Thailandís famous floating market is exactly what it sounds like: vendors sell food and goods from small boats that drift along the crowded waterways of klongs, or canals. In the past, the country was famous for its intricate canal system, on which floating markets, shops, restaurants, and homes flourished. Traders sold rice, produce, coconut, cooking and farming implements, charcoal and seafood. With the development of modern transportation methods and more efficient roadways, however, the importance of waterways diminished and most of these floating businesses relocated to land.
As tourism has grown throughout Thailand, some floating markets have made a comeback, the most famous of which is Damnoen Saduak. Waterborne traders still sell everything from vegetables and seafood to cooking utensils. Although the market is a major tourist attraction, it is also an authentic trading center where locals go to shop. To experience the market at its most colorful and vibrant, it's best to arrive at the 8 a.m. opening when local trade is busiest, and before the tour buses arrive. Most of the vendors are older women clothed in moh hom -- collarless, long-sleeve shirts and trousers -- and wide-brimmed, flat-topped bamboo hats.
Their narrow, long-tail boats are loaded with fragrant cargo: tropical fruit such as mangosteens, durian, mangoes, pineapple, rambutan and coconuts, leafy green vegetables; piles of dried shrimp and curry pastes, and freshly caught, still-wriggling seafood. Most intriguing are the boats with small cooking stations set up on them, offering made-to-order "boat noodles," fried rice, and pad thai, or traditional breakfast items such as hot soy milk with sugar and tapioca pearls, served with a fried cruller similar to a churro.
As food and flower-laden boats gently crisscross the river, the air is filled with shrill shouts from the vendors, eager to sell their goods. The ambience is unlike any other you can imagine. The sights are something you won't forget.
Here, bargaining is a way of life. If you need to hire a boat for example, you can haggle with the owner, who charges by the hour. Buying other items whether on water or in the little shops requires more bargaining. Foreigners take delight in traversing wooden paths separating the shops from the water, entering the little stores and picking up souvenirs.
At high noon, tourists drinking coconut water straight from the fruit is common sight. For others the drink is a welcome respite from the exhaustion of sightseeing and haggling; for most they are just a break for further exploration ahead.

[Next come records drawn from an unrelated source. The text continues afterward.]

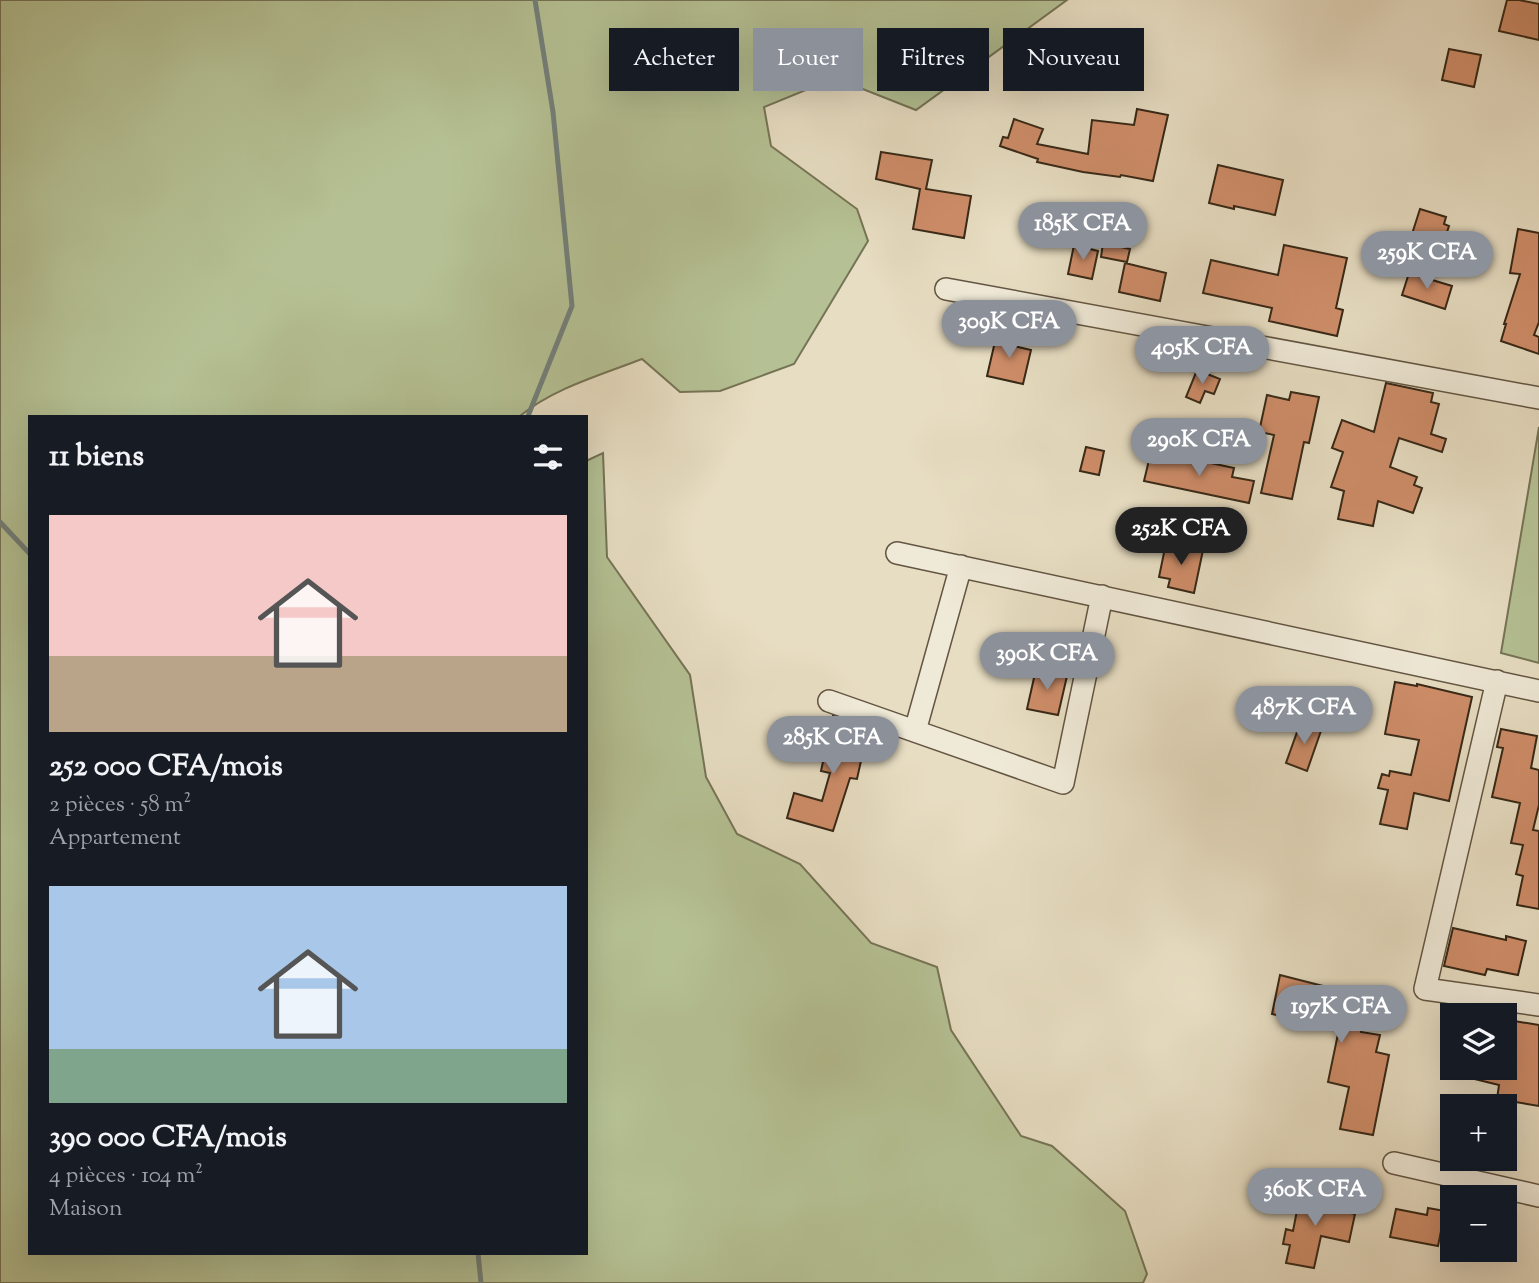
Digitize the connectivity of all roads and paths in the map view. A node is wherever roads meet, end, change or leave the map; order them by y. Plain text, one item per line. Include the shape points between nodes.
1 (946, 289) dead end
2 (1539, 398) edge
3 (897, 552) dead end
4 (961, 566) junction
5 (1102, 596) junction
6 (1497, 681) junction
7 (1539, 691) edge
8 (829, 701) dead end
9 (915, 731) junction
10 (1539, 1005) edge
11 (1394, 1163) dead end
12 (1539, 1196) edge

1 - 2 street
3 - 4 street
4 - 5 street
4 - 9 street
5 - 6 street
5 - 9 street via 1063,783
6 - 7 street
6 - 10 street via 1424,989
8 - 9 street
11 - 12 street

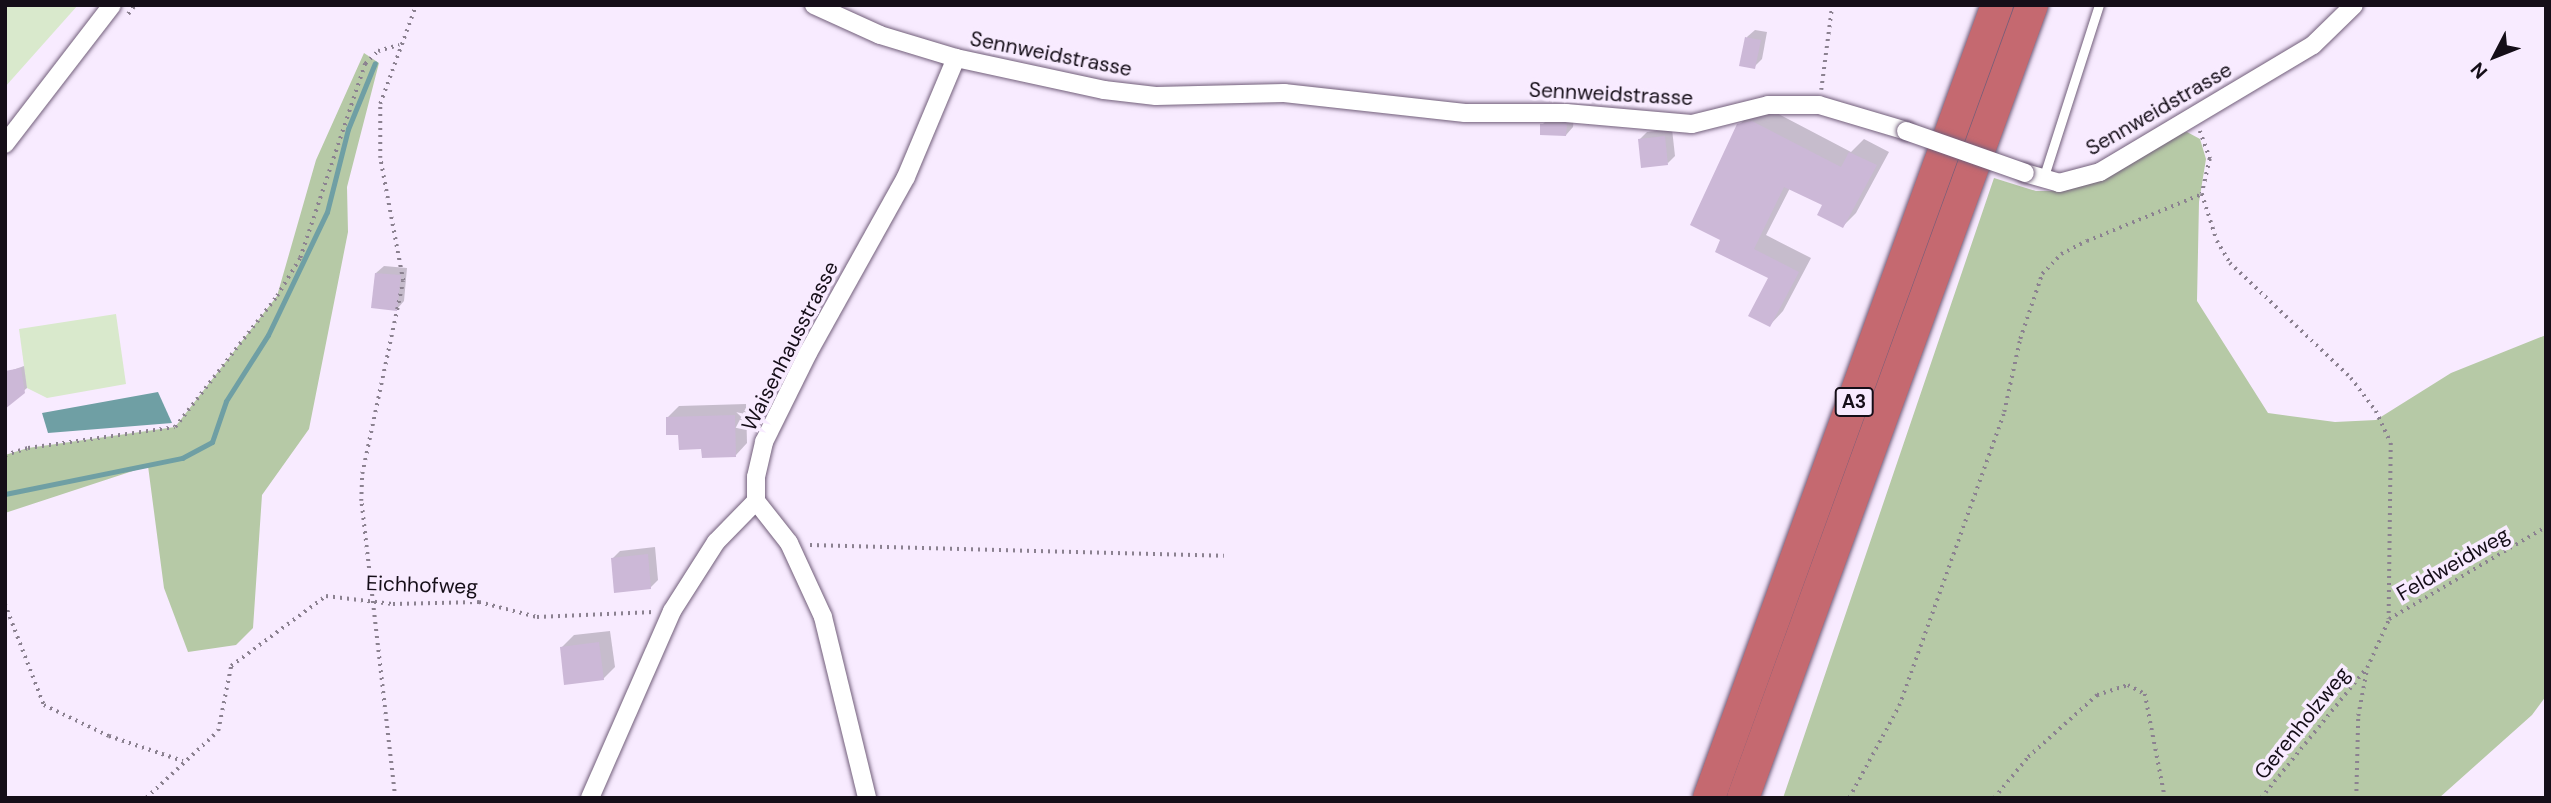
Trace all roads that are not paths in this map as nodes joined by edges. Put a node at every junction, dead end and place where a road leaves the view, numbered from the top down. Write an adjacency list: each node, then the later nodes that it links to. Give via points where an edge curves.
1 (112, 5): 8 (street)
2 (814, 5): 7 (street, Sennweidstrasse, via 880,35)
3 (1997, 5): 13 (highway, A3)
4 (2032, 5): 14 (highway, A3)
5 (2099, 5): 9 (lane)
6 (2354, 5): 9 (street, Sennweidstrasse, via 2313,45 2100,172 2059,183)
7 (956, 58): 9 (street, Sennweidstrasse, bridge, via 1104,90 1156,96 1284,93 1465,113 1566,113 1692,124 1768,105 1819,105); 10 (street, Waisenhausstrasse, via 905,177 764,442)
8 (5, 144)
9 (2043, 179)
10 (756, 500): 11 (street, via 716,542 671,611); 12 (street, via 789,544 823,617)
11 (590, 798)
12 (867, 798)
13 (1709, 798)
14 (1743, 798)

Tranquility only returns to the waterway in the afternoon when vendors head for home - their boats virtually empty - only to prepare for tomorrow's business.
And then, as the new dawn begins, the boats start heading on into the "Floating market" again. The riverine commerce starts. It is business as usual. If you want to visit the "Floating Market", leave your hotel at dawn. As the adage goes, "The early bird catches the worm."
HOW TO GET THERE
By Car: From Bangkok you can take Highway No. 4 (Phetchakasem Rd.) and turn left at Km. 80 for another 25 kms. along Bangpae-Damnoen Saduak Rd.
By Bus: There are public buses both air and non air-conditioned leaving from the Southern Bus Terminal on Pinklao-Nakhonchaisi Rd. for Damnoen Saduak every 40 minutes from 6 a.m. onwards.